WORK INSTRUCTIONS: Total the lines of the entries below that hold the string "highway", then write only that total.

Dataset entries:
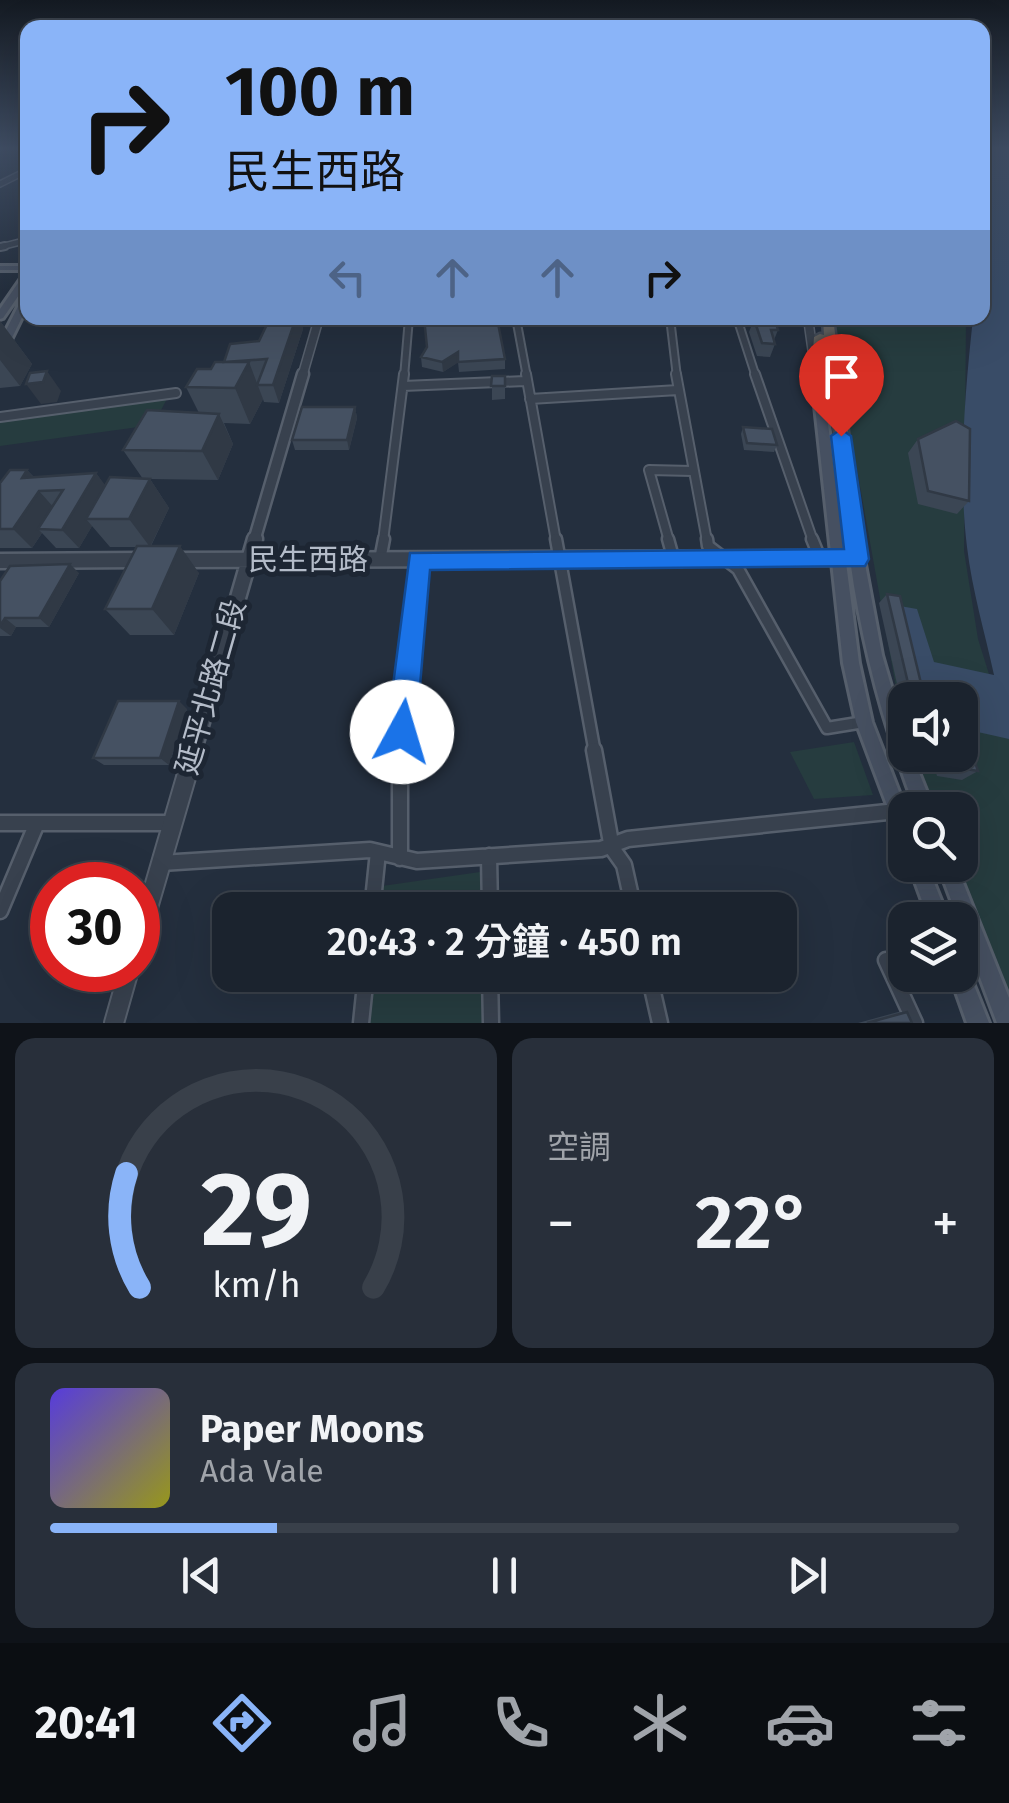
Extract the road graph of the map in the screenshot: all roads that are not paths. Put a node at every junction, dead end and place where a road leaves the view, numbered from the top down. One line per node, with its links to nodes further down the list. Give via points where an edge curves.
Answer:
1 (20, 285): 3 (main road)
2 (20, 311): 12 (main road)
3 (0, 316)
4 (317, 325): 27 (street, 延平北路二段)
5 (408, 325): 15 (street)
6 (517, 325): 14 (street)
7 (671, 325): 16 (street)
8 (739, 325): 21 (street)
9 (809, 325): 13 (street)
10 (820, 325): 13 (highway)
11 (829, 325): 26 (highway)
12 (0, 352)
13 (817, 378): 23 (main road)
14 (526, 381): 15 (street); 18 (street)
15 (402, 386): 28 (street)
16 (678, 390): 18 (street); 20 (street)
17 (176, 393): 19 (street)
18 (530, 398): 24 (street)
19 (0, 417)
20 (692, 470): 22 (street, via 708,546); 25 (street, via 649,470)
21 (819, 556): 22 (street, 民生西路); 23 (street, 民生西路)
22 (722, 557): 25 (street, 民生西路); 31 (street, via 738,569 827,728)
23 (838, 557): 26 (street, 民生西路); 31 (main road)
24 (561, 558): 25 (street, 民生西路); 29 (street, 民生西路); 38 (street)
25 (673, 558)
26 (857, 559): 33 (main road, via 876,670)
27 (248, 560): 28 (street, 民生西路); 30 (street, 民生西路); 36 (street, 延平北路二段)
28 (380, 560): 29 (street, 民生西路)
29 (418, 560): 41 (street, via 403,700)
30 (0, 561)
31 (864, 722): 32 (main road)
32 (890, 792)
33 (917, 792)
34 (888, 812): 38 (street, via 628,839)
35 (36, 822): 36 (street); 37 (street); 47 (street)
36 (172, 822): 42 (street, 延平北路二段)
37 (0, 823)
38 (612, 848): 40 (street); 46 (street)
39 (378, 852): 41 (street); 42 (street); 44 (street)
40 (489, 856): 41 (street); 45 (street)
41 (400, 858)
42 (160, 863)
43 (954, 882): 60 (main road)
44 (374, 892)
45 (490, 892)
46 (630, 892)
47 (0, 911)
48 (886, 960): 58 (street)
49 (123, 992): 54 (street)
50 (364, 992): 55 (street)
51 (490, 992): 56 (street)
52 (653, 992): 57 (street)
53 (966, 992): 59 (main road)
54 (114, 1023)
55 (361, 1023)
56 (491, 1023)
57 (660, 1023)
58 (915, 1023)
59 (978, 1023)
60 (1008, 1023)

TASK RESULT: 2